In [None]:
import pandas as pd
import numpy as np
from sklearn import preprocessing
from sklearn.preprocessing import MinMaxScaler
from sklearn.model_selection import train_test_split
import geopandas as gpd

# process all the data for "the_year" and save yearly master data  

In [33]:
the_year = 2019

In [34]:
separate_data_folder = '../../data/point_data/separate_data/'
collated_data_folder = '../../data/point_data/collated_data/'

# get different data modalities: controls, outcomes and enviornmental

In [35]:
controls = pd.read_csv(separate_data_folder + 'controls.csv')
# replace quotes in column names
controls.columns = controls.columns.str.replace('"', '')
controls.columns = controls.columns.str.replace(':', '')
controls.columns = controls.columns.str.replace(',', '')
controls.rename(columns={c:"c_"+c for c in controls.columns if not c in ['geography code', 'geography']}, inplace=True)

controls = controls.drop_duplicates()


len(controls), len(controls.drop_duplicates()), len(set(controls.index)), len(controls['geography code'].unique())

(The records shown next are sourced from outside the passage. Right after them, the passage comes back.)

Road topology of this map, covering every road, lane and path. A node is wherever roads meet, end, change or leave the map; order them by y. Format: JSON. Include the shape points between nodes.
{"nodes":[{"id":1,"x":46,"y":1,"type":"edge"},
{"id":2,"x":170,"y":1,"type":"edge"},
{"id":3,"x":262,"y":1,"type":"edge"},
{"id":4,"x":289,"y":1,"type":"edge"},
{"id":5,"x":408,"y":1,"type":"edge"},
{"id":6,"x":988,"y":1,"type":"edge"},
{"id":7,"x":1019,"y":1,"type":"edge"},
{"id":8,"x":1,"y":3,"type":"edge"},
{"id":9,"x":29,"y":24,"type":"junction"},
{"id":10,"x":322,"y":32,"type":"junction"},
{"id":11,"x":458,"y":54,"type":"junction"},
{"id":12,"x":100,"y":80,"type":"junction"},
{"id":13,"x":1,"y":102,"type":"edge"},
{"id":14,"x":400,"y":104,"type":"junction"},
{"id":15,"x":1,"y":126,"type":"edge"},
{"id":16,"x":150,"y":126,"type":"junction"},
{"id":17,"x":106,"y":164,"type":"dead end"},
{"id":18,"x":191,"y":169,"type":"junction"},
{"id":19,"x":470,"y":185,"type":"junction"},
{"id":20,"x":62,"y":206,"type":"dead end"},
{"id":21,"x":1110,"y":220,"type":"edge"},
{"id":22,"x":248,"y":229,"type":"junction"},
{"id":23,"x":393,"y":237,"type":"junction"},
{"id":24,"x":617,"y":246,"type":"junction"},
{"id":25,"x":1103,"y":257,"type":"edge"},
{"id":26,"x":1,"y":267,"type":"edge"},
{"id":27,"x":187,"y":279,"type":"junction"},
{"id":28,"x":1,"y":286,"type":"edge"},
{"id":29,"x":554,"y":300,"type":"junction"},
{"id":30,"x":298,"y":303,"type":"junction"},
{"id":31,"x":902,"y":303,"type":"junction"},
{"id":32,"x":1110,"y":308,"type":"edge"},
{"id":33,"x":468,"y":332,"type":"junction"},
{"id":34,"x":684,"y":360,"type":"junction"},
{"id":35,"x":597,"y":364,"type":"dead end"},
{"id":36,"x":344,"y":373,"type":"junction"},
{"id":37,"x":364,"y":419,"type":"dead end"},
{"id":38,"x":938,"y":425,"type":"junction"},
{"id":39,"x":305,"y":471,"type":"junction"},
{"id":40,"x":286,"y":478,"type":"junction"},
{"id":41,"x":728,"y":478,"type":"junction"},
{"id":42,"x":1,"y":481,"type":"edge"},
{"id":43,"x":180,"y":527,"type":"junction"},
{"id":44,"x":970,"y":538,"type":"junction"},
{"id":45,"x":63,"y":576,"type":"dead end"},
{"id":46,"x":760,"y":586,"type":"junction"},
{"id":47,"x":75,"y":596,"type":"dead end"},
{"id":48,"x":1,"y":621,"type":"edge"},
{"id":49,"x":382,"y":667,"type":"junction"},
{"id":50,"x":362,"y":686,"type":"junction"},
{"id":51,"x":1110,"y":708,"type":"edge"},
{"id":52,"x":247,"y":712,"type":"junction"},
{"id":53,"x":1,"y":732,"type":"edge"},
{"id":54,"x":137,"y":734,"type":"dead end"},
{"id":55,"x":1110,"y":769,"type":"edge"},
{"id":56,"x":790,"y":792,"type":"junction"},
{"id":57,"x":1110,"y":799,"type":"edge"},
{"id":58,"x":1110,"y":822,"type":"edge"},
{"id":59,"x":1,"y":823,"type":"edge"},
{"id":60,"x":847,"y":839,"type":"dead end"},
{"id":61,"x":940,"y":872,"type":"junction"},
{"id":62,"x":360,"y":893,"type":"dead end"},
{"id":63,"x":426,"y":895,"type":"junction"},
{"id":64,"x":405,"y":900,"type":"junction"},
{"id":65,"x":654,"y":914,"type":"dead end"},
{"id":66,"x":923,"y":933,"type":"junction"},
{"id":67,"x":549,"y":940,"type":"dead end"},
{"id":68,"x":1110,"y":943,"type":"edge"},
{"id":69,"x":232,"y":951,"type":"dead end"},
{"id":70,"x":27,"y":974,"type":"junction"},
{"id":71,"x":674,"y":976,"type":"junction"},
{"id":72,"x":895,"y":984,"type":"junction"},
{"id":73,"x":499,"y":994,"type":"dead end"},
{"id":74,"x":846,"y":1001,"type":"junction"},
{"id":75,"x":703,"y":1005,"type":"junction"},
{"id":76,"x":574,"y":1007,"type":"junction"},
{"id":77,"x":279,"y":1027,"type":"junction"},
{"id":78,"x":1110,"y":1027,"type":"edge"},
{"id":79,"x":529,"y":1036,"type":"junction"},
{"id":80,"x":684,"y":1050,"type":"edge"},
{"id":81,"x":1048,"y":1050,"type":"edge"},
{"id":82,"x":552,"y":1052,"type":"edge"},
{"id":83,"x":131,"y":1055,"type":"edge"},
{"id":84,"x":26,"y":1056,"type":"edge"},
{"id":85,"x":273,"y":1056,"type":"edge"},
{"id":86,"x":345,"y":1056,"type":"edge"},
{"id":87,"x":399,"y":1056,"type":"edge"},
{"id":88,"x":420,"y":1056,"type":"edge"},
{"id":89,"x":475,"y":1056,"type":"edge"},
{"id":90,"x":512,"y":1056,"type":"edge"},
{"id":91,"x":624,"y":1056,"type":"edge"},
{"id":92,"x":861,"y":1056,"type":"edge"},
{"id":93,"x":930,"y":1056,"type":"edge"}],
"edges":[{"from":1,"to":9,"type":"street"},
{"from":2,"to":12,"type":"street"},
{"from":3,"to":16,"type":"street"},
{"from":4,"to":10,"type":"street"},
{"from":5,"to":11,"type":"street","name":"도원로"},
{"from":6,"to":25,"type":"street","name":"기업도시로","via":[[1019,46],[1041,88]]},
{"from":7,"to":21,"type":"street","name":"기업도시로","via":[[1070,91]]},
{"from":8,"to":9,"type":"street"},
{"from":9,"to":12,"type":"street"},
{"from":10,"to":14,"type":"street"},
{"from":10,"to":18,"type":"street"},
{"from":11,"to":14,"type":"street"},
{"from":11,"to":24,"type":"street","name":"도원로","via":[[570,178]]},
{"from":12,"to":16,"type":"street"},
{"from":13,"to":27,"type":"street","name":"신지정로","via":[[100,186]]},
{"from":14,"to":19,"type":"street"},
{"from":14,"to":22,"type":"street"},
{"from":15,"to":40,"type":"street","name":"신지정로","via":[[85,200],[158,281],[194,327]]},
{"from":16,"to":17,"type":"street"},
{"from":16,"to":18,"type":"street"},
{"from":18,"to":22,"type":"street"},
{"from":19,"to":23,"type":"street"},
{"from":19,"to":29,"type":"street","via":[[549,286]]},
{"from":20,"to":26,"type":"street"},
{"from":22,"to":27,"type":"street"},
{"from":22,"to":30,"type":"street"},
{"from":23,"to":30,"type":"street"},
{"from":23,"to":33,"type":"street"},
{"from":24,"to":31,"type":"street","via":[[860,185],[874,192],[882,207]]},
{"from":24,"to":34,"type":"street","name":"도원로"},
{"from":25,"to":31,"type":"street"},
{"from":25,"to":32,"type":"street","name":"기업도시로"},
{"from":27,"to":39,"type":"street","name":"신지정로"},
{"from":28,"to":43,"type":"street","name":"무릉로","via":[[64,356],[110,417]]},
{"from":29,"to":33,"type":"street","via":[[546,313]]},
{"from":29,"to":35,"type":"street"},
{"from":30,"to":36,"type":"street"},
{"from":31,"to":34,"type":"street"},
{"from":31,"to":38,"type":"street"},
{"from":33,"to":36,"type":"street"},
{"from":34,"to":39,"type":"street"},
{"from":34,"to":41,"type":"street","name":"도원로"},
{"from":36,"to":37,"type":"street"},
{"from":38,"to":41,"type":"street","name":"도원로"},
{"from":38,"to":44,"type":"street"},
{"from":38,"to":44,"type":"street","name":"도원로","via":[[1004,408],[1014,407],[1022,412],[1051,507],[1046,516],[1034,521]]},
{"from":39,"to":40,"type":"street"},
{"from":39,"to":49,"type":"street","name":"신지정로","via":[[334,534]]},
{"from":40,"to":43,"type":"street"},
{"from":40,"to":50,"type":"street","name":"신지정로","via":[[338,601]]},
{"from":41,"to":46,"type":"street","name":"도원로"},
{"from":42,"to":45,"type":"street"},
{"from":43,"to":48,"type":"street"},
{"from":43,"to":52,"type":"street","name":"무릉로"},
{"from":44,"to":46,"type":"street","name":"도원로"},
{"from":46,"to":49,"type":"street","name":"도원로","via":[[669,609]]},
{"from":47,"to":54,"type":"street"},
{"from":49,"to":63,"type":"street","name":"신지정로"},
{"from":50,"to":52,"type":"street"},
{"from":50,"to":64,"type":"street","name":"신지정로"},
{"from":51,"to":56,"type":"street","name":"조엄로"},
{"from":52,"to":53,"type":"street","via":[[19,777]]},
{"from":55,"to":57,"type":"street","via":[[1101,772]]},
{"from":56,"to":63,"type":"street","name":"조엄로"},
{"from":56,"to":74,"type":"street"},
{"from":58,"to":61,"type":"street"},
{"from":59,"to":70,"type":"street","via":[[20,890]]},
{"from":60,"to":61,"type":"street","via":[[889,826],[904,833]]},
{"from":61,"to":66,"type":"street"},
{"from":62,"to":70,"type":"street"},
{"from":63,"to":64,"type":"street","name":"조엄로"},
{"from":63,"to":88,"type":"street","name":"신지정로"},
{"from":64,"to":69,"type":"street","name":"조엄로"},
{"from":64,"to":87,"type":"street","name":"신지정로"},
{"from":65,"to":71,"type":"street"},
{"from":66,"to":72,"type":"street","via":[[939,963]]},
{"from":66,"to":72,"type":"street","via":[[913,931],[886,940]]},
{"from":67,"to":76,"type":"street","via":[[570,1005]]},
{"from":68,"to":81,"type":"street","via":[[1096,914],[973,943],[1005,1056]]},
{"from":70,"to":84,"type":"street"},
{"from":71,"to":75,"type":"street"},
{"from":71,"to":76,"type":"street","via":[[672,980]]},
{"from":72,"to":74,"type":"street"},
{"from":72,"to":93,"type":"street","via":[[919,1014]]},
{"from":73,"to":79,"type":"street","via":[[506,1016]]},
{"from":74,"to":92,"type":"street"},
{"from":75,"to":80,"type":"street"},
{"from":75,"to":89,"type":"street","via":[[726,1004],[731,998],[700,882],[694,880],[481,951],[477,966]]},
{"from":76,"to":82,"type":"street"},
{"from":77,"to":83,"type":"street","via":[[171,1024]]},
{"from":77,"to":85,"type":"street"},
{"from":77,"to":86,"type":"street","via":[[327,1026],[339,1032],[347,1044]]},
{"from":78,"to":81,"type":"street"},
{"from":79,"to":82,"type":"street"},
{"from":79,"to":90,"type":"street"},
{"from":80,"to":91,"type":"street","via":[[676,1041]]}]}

(35672, 35672, 35672, 35672)

In [36]:
outcomes = pd.read_csv(separate_data_folder + '{}_outcomes.csv'.format(the_year))
outcomes.rename(columns={c:"o_"+c for c in outcomes.columns if not c in ['geography code', 'geography']}, inplace=True)

outcomes = outcomes.drop_duplicates()

len(outcomes), len(outcomes.drop_duplicates()), len(set(outcomes.index)), len(outcomes['geography code'].unique())

(32833, 32833, 32833, 32833)

In [37]:
env = pd.read_csv(separate_data_folder + '{}_environment.csv'.format(the_year)).rename(columns={'LSOA21CD':'geography code'})
del env['LSOA21NM']
env.rename(columns={c:"e_"+c for c in env.columns if not c in ['geography code', 'geography']}, inplace=True)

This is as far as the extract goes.